=== PROMPT ===
A word-for-word transcription of every record is needed.

■ ■ ■

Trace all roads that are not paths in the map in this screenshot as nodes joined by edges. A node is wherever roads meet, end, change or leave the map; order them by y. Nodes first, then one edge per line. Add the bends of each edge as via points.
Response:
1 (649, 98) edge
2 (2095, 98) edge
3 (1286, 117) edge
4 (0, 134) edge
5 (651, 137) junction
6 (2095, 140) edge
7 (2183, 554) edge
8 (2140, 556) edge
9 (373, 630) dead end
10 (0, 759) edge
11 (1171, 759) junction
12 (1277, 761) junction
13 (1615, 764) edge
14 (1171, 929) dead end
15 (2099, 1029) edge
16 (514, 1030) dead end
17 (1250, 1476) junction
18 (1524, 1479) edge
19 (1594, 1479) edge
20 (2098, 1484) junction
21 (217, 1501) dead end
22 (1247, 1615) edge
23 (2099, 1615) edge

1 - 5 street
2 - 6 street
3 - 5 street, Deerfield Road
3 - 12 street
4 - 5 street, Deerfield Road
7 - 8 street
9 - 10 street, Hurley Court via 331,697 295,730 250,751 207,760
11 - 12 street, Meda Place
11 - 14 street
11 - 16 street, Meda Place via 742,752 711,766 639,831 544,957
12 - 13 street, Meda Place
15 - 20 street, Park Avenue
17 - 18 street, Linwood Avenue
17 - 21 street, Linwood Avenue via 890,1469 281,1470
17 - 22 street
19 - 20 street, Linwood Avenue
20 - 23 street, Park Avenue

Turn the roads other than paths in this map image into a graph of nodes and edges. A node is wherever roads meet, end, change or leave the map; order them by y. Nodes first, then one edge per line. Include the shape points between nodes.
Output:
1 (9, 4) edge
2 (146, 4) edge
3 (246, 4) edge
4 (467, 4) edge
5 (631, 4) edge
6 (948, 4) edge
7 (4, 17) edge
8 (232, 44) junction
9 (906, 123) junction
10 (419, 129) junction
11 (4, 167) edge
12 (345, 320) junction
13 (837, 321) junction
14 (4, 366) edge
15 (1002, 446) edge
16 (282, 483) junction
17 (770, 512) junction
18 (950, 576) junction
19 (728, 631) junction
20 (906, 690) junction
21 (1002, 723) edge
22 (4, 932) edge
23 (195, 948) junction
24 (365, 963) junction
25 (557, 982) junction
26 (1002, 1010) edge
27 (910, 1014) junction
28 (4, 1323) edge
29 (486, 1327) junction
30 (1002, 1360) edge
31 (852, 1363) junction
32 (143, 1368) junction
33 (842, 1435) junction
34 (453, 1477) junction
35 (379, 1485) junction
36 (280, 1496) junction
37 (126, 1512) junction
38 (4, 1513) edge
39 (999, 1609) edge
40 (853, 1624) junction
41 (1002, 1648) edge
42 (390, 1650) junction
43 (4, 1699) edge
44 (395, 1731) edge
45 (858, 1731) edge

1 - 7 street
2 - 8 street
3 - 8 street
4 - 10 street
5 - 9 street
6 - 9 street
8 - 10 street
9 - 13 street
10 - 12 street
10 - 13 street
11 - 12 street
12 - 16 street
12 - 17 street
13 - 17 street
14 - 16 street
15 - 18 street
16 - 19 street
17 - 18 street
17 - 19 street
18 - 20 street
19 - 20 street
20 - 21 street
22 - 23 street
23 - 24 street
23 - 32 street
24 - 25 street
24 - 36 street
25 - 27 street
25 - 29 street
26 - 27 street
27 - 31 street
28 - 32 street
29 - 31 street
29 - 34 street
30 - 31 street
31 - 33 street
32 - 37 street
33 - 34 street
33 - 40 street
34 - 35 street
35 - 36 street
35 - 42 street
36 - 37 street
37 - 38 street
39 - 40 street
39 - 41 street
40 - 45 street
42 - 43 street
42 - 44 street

■ ■ ■

=== REPLY TO THE TASK ===
Trace all roads that are not paths in the map in this screenshot as nodes joined by edges. A node is wherever roads meet, end, change or leave the map; order them by y. Nodes first, then one edge per line. Add the bends of each edge as via points.
Response:
1 (649, 98) edge
2 (2095, 98) edge
3 (1286, 117) edge
4 (0, 134) edge
5 (651, 137) junction
6 (2095, 140) edge
7 (2183, 554) edge
8 (2140, 556) edge
9 (373, 630) dead end
10 (0, 759) edge
11 (1171, 759) junction
12 (1277, 761) junction
13 (1615, 764) edge
14 (1171, 929) dead end
15 (2099, 1029) edge
16 (514, 1030) dead end
17 (1250, 1476) junction
18 (1524, 1479) edge
19 (1594, 1479) edge
20 (2098, 1484) junction
21 (217, 1501) dead end
22 (1247, 1615) edge
23 (2099, 1615) edge

1 - 5 street
2 - 6 street
3 - 5 street, Deerfield Road
3 - 12 street
4 - 5 street, Deerfield Road
7 - 8 street
9 - 10 street, Hurley Court via 331,697 295,730 250,751 207,760
11 - 12 street, Meda Place
11 - 14 street
11 - 16 street, Meda Place via 742,752 711,766 639,831 544,957
12 - 13 street, Meda Place
15 - 20 street, Park Avenue
17 - 18 street, Linwood Avenue
17 - 21 street, Linwood Avenue via 890,1469 281,1470
17 - 22 street
19 - 20 street, Linwood Avenue
20 - 23 street, Park Avenue

Turn the roads other than paths in this map image into a graph of nodes and edges. A node is wherever roads meet, end, change or leave the map; order them by y. Nodes first, then one edge per line. Include the shape points between nodes.
Output:
1 (9, 4) edge
2 (146, 4) edge
3 (246, 4) edge
4 (467, 4) edge
5 (631, 4) edge
6 (948, 4) edge
7 (4, 17) edge
8 (232, 44) junction
9 (906, 123) junction
10 (419, 129) junction
11 (4, 167) edge
12 (345, 320) junction
13 (837, 321) junction
14 (4, 366) edge
15 (1002, 446) edge
16 (282, 483) junction
17 (770, 512) junction
18 (950, 576) junction
19 (728, 631) junction
20 (906, 690) junction
21 (1002, 723) edge
22 (4, 932) edge
23 (195, 948) junction
24 (365, 963) junction
25 (557, 982) junction
26 (1002, 1010) edge
27 (910, 1014) junction
28 (4, 1323) edge
29 (486, 1327) junction
30 (1002, 1360) edge
31 (852, 1363) junction
32 (143, 1368) junction
33 (842, 1435) junction
34 (453, 1477) junction
35 (379, 1485) junction
36 (280, 1496) junction
37 (126, 1512) junction
38 (4, 1513) edge
39 (999, 1609) edge
40 (853, 1624) junction
41 (1002, 1648) edge
42 (390, 1650) junction
43 (4, 1699) edge
44 (395, 1731) edge
45 (858, 1731) edge

1 - 7 street
2 - 8 street
3 - 8 street
4 - 10 street
5 - 9 street
6 - 9 street
8 - 10 street
9 - 13 street
10 - 12 street
10 - 13 street
11 - 12 street
12 - 16 street
12 - 17 street
13 - 17 street
14 - 16 street
15 - 18 street
16 - 19 street
17 - 18 street
17 - 19 street
18 - 20 street
19 - 20 street
20 - 21 street
22 - 23 street
23 - 24 street
23 - 32 street
24 - 25 street
24 - 36 street
25 - 27 street
25 - 29 street
26 - 27 street
27 - 31 street
28 - 32 street
29 - 31 street
29 - 34 street
30 - 31 street
31 - 33 street
32 - 37 street
33 - 34 street
33 - 40 street
34 - 35 street
35 - 36 street
35 - 42 street
36 - 37 street
37 - 38 street
39 - 40 street
39 - 41 street
40 - 45 street
42 - 43 street
42 - 44 street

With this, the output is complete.